What is needed.
Locate each line in the records containing "street". Copy it.

Input data.
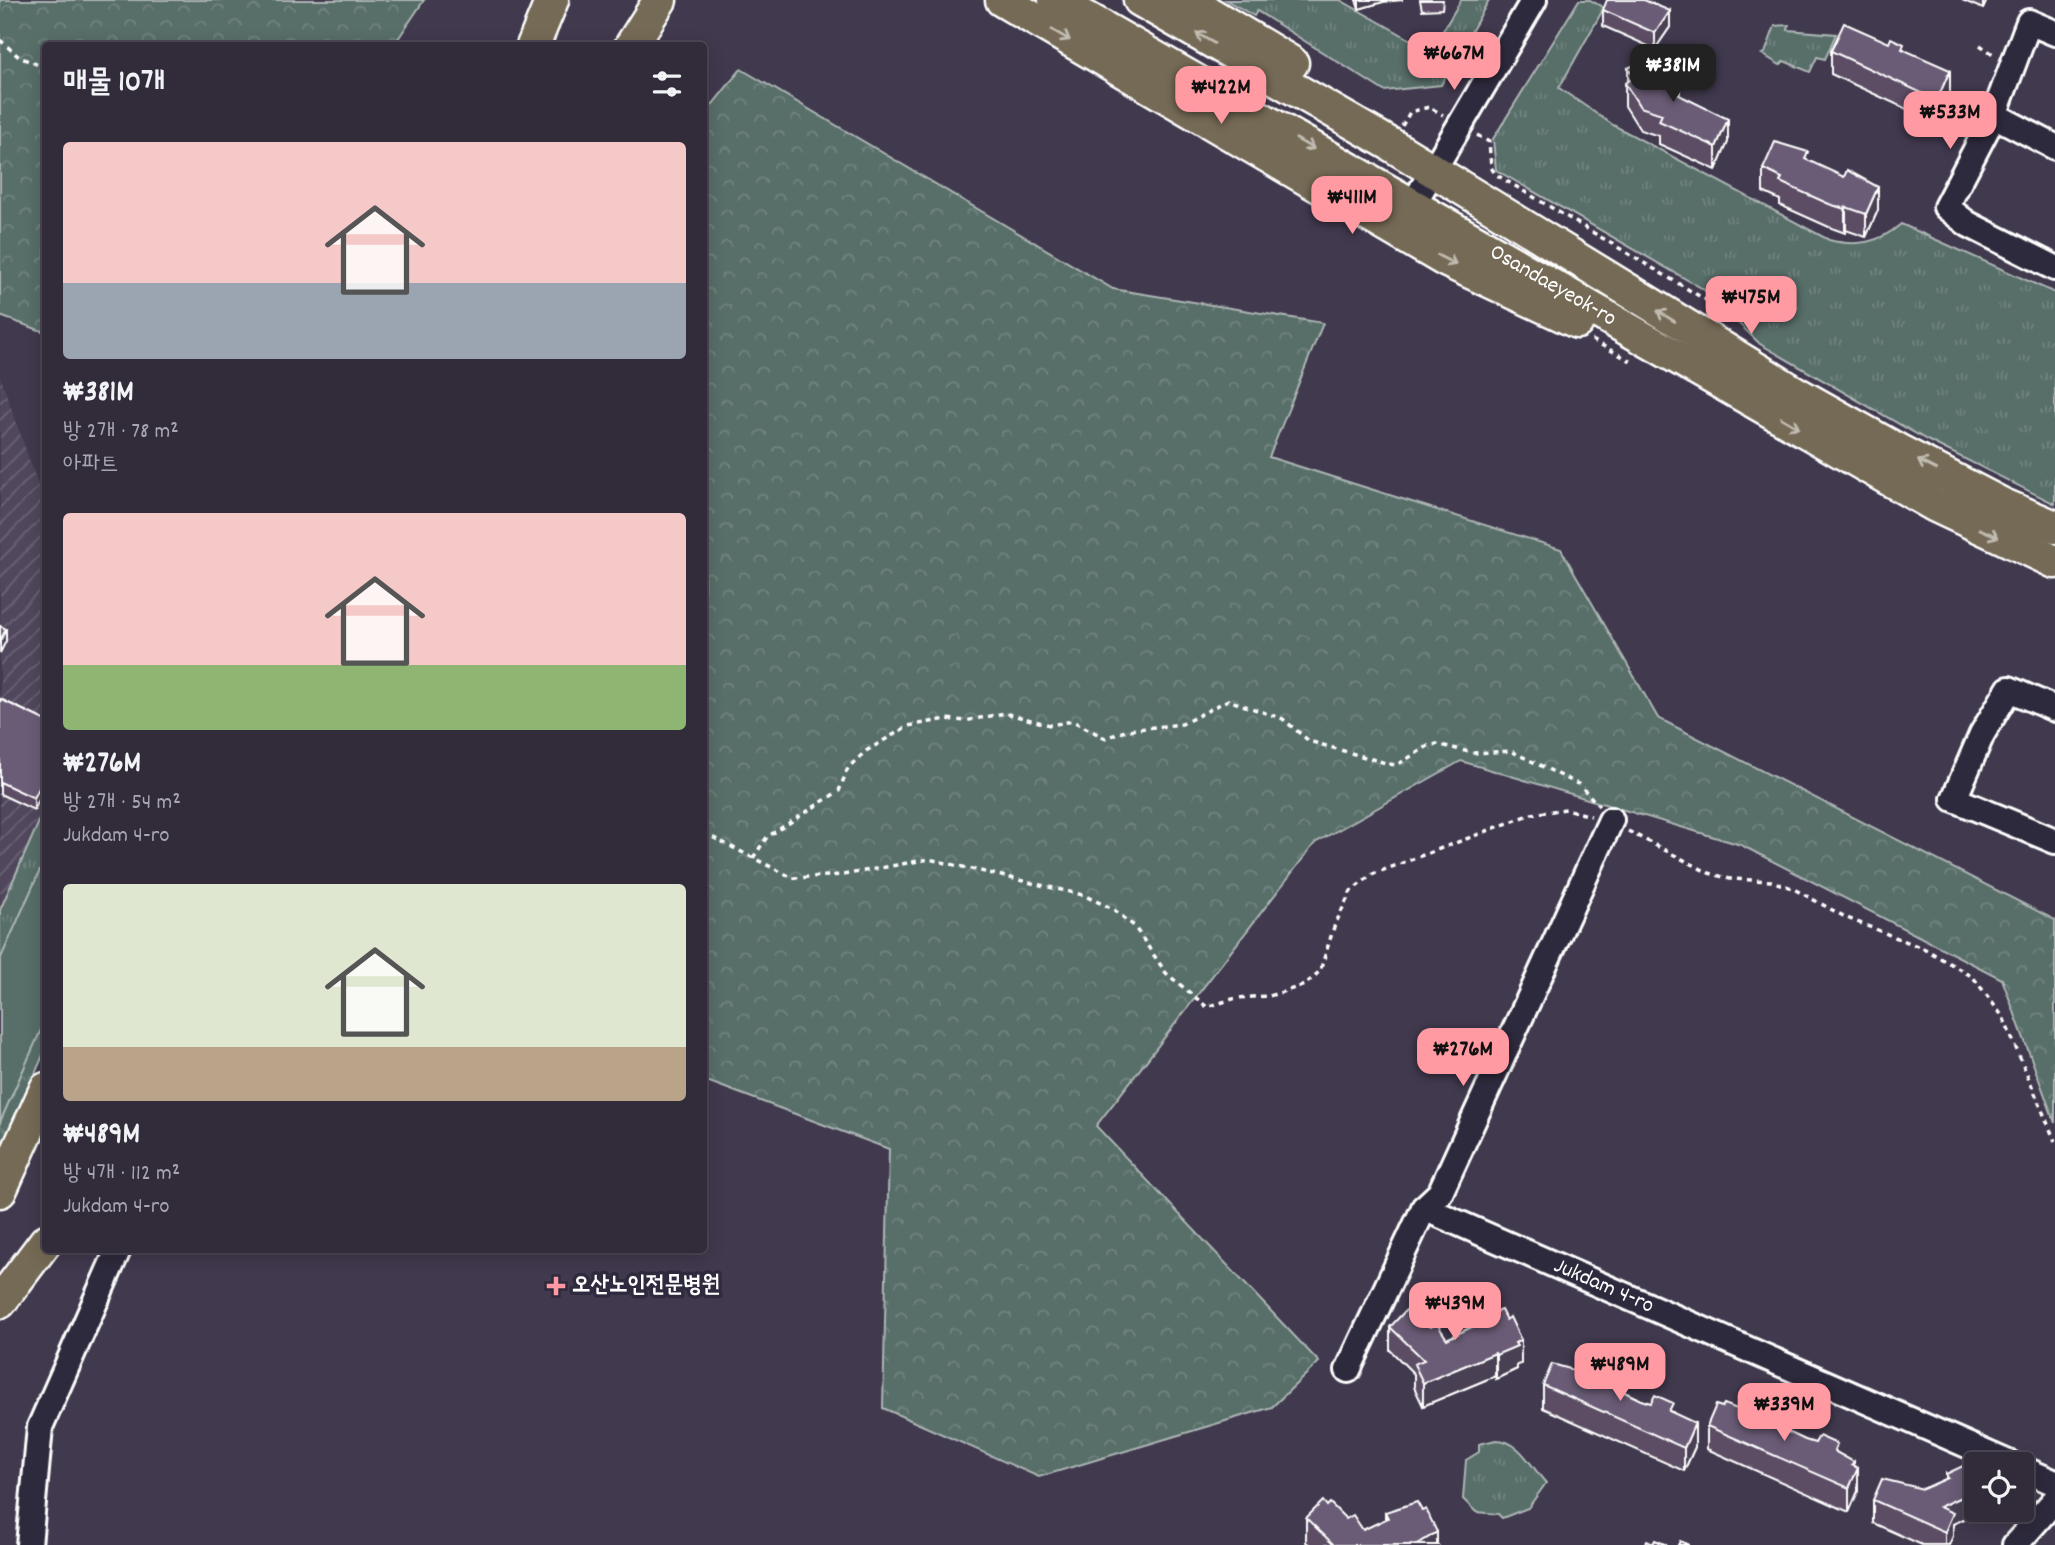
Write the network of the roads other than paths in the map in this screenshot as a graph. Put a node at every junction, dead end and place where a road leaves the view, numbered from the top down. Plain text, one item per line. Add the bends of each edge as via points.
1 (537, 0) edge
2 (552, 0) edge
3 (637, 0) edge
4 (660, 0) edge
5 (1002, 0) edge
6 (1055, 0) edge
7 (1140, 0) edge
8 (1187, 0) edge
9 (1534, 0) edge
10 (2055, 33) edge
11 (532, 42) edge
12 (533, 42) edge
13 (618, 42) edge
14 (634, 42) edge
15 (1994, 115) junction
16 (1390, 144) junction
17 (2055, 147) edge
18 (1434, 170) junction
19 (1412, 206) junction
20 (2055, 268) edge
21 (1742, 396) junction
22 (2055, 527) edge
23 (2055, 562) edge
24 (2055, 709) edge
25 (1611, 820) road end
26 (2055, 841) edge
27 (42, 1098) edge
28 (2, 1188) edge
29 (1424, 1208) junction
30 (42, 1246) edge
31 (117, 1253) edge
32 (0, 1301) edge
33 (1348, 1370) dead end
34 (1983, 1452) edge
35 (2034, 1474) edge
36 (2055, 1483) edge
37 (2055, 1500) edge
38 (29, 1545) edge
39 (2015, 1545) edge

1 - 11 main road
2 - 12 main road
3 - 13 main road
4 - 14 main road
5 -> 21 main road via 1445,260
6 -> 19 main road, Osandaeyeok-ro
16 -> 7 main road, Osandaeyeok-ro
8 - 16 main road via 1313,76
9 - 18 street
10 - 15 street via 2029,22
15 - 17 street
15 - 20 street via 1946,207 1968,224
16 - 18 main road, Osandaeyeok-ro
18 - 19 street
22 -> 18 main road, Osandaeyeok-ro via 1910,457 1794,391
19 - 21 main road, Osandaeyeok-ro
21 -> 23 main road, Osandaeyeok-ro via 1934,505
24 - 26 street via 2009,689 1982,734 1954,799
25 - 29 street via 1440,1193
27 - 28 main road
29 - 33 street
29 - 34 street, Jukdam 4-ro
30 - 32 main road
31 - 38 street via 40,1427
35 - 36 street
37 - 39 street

Problem solution.
9 - 18 street
10 - 15 street via 2029,22
15 - 17 street
15 - 20 street via 1946,207 1968,224
18 - 19 street
24 - 26 street via 2009,689 1982,734 1954,799
25 - 29 street via 1440,1193
29 - 33 street
29 - 34 street, Jukdam 4-ro
31 - 38 street via 40,1427
35 - 36 street
37 - 39 street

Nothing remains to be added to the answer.